[Study material]

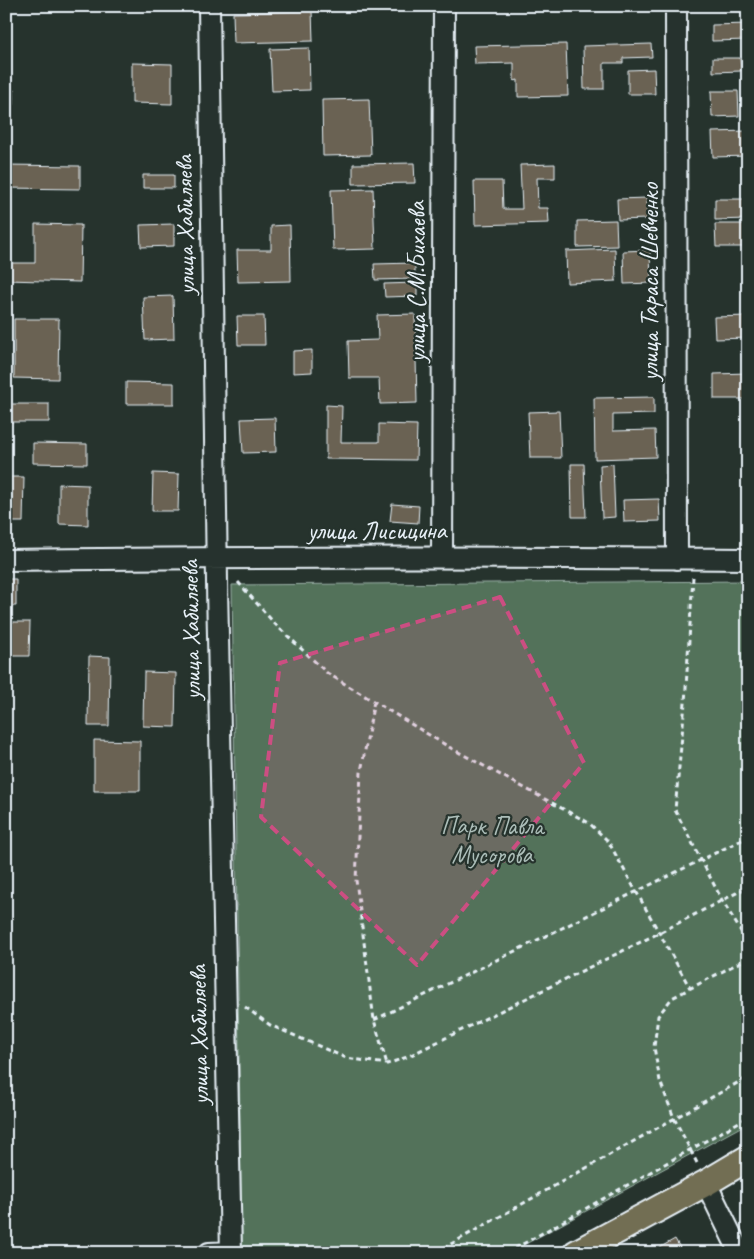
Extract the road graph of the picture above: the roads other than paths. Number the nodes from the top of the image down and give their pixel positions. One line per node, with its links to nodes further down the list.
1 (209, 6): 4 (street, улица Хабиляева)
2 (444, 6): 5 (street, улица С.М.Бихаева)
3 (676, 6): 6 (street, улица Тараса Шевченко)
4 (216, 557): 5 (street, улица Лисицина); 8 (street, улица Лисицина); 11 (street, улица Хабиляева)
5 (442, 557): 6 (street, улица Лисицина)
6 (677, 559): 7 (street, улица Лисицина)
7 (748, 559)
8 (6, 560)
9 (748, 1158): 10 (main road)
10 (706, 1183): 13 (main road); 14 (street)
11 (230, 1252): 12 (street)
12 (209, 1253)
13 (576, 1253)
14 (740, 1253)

[/Study material]

Prompt:
What you print must match the entries exactly, except that no pictures appear.

Solution to the problem:
Extract the road graph of the picture above: the roads other than paths. Number the nodes from the top of the image down and give their pixel positions. One line per node, with its links to nodes further down the list.
1 (209, 6): 4 (street, улица Хабиляева)
2 (444, 6): 5 (street, улица С.М.Бихаева)
3 (676, 6): 6 (street, улица Тараса Шевченко)
4 (216, 557): 5 (street, улица Лисицина); 8 (street, улица Лисицина); 11 (street, улица Хабиляева)
5 (442, 557): 6 (street, улица Лисицина)
6 (677, 559): 7 (street, улица Лисицина)
7 (748, 559)
8 (6, 560)
9 (748, 1158): 10 (main road)
10 (706, 1183): 13 (main road); 14 (street)
11 (230, 1252): 12 (street)
12 (209, 1253)
13 (576, 1253)
14 (740, 1253)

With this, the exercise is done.